Após ser apenas quatro vezes melhor do Mundo, ter sido outras parcas quatro vezes vencedor da Champions, competição onde já marcou uns míseros 105 golos, sendo que na carreira toda marcou aqueles frugais 600 e ter conquistado um irrelevante Campeonato da Europa pela Seleção, Ronaldo ainda não é consensual no seu país.

Ou bem que o português é Ronaldo all the way, diz hala Madrid por medo de cometer um crime lesa-pátria e passou a fazer slut shaming à Irina por sentir que também fazia parte da relação; ou então é firme opositor do madeirense, vendo-lhe a arrogância acima da qualidade, olhando mais para os números do cabeleireiro do que da performance, saudando com lágrimas nos olhos o talento desperdiçado de Fábio Paim. Há ainda o grotesco maniqueísmo Ronaldo / Messi, como se não fosse possível admirar o fugaz momento histórico que vivemos, em que ambos partilham o Mundo, tipo Tordesilhas do balonpié, Mundo que mais tarde ou mais cedo ficará refém de astros do futebol. Em suma, Portugal é um país complexado com a sua maior figura.

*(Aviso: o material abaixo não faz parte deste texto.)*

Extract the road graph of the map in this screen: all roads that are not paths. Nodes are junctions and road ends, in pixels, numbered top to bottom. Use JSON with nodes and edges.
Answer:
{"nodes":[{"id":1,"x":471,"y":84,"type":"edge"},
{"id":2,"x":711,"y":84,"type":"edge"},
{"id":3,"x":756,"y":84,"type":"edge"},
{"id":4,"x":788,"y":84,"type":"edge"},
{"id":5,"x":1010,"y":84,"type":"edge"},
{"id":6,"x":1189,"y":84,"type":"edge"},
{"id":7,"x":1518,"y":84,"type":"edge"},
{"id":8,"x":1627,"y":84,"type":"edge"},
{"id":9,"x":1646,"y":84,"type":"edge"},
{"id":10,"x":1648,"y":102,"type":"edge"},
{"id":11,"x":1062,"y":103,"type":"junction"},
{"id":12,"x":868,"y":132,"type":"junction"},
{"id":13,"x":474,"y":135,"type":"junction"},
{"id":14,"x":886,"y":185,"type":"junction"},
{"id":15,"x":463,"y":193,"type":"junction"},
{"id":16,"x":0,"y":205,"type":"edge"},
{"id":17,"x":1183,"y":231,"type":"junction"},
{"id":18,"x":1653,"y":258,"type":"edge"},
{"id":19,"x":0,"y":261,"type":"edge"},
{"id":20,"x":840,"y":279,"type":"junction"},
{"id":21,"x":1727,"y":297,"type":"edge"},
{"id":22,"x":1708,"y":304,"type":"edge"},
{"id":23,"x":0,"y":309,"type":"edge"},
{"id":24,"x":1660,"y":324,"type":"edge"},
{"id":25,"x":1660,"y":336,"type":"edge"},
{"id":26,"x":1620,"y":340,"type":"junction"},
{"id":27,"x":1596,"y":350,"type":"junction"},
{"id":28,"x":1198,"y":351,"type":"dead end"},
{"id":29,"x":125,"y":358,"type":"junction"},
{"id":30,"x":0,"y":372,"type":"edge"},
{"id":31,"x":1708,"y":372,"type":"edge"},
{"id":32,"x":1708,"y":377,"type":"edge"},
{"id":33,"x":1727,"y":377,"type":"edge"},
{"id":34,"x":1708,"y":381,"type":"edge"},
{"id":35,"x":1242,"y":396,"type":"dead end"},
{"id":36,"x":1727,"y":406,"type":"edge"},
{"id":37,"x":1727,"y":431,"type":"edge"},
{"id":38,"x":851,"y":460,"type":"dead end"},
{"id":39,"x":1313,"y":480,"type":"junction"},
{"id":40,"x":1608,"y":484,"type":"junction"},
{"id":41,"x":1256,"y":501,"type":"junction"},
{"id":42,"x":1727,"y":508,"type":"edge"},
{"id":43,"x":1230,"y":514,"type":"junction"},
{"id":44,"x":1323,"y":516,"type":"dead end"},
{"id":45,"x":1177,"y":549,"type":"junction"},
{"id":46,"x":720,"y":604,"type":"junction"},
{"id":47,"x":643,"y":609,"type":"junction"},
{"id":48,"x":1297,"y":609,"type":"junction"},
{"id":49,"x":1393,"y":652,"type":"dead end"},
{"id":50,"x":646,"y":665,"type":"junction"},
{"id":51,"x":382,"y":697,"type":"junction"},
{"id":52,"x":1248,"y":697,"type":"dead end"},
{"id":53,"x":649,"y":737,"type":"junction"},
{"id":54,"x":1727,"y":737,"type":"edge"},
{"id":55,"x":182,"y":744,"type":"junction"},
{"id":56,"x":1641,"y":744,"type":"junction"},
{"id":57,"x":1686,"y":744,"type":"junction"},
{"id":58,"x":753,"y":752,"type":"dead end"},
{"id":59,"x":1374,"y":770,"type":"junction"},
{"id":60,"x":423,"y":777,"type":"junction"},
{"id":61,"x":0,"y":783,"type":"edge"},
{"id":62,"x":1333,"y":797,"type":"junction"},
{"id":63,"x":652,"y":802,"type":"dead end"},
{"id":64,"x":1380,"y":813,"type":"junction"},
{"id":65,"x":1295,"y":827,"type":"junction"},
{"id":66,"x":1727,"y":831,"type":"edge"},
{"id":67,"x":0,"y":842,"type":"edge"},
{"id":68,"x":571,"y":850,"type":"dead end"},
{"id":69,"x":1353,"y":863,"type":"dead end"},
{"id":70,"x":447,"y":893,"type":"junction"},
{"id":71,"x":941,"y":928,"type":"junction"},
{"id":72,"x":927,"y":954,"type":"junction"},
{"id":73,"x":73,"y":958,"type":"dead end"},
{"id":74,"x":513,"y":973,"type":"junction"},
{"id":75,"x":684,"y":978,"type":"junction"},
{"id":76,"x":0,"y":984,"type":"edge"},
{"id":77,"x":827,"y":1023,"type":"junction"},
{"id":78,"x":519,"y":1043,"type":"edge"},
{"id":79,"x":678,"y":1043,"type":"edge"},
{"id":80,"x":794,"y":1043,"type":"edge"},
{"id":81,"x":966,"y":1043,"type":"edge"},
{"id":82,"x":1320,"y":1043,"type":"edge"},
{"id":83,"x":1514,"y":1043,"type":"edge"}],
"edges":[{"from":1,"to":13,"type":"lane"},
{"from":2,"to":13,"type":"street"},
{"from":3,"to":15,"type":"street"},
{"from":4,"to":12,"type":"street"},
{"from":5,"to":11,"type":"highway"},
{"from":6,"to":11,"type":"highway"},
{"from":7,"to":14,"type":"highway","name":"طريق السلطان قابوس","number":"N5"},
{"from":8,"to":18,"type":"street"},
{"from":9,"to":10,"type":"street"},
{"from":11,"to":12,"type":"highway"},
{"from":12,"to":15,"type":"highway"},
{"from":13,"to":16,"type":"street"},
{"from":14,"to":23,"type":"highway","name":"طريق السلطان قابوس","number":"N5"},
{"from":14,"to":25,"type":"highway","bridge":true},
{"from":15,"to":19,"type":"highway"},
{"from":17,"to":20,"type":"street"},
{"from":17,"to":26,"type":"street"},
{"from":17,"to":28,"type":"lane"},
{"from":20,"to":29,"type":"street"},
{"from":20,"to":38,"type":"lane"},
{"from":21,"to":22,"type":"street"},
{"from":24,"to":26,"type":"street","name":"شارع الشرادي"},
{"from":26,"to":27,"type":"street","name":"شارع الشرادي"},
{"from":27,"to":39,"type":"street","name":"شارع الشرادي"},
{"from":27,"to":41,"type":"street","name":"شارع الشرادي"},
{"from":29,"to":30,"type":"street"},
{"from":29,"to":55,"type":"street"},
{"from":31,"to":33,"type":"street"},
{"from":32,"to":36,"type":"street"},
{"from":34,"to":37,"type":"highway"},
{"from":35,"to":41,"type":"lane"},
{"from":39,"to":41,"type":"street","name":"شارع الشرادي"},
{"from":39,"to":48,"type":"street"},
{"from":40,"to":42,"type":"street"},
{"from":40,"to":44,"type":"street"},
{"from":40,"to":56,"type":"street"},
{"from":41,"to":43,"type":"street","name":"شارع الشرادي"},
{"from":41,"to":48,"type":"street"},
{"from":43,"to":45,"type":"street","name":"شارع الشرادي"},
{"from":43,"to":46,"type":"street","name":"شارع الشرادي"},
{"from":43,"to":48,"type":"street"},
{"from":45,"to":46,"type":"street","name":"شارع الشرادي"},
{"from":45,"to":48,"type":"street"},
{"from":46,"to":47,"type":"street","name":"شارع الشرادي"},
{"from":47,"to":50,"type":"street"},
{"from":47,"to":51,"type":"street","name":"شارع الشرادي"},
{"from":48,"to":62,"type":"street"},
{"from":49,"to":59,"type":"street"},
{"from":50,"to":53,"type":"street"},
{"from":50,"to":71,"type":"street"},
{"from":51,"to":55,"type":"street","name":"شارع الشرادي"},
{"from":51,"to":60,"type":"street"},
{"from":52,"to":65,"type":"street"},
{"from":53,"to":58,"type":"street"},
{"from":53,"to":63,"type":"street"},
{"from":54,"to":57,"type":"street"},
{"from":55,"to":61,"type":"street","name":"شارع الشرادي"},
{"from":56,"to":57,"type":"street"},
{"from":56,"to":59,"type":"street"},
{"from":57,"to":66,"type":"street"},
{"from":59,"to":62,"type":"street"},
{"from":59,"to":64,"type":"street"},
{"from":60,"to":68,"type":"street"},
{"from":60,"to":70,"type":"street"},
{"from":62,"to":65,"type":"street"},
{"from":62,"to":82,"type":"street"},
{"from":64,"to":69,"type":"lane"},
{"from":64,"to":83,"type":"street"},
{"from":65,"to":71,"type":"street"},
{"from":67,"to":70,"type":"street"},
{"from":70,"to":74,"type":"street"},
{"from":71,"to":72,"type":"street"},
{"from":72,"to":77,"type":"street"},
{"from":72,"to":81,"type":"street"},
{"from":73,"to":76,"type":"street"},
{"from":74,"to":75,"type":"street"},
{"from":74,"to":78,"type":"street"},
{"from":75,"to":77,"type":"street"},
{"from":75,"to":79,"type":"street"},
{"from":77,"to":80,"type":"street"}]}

A verdade é que Ronaldo é um português herói, mas não é um herói tipicamente português. Ronaldo quer e consegue, não tem aquela hubris inconsciente de S. Sebastião, não é alcoólico como Pessoa, não é ingénuo como Viriato. É o maior, sabe disso e admite que sabe disso. Todavia, para que sejam amplamente admirados, os heróis em Portugal têm de ter, colocados a escrutínio, um elenco de defeitos patentes que sabotem consistentemente a sua grandeza. É uma questão de proximidade com os não-heróis. Tais defeitos funcionam como um antídoto para a inveja, um mecanismo de defesa para que não nos sintamos mal com aquilo que alcançámos comparativamente.

Acresce a isso o facto de, em Portugal, quem for objetivamente bom na sua área tem de ter uma sobredose de cautela humilde. Aliás, a autoconfiança é amplamente mais permitida nos que são tremendamente incompetentes do que nos que são indubitavelmente bons. O sucesso, esse corruptor, é visto como uma perversão do ser português. E para os portugueses que não têm assim tanto sucesso, o sucesso alheio provoca uma indignação instrumentalizada pela frustração, como se quem tenha mérito tivesse infringido uma lei da mediocridade, apresentada a todos os portugueses à nascença. “Ei, então? Ser bom não vale! Disseram-me que era ilegal ser bom! Afinal dá para ser bom? Mudam as regras do nada? Assim também eu!”.

Não é preciso gostar de Ronaldo puramente por Ronaldo ser português. Não é uma questão de nacionalismo bacoco, porque Ronaldo dá todas as razões para ser admirado, sendo que a menos relevante — e a que faz de nós sortudos — é ter nascido em território nacional. Ronaldo é objetivamente o maior. O que mais impressiona em Ronaldo é que ele, não tendo qualquer necessidade provar ser bom, é constantemente melhor do que ele próprio, sendo que ele em si já é comprovadamente óptimo. Desconheço como carbura a indústria dos instrumentos de cordas, mas tenho sérias dúvidas de que se produzam violas suficientes neste país para suprir a necessidade de as enfiar no saco.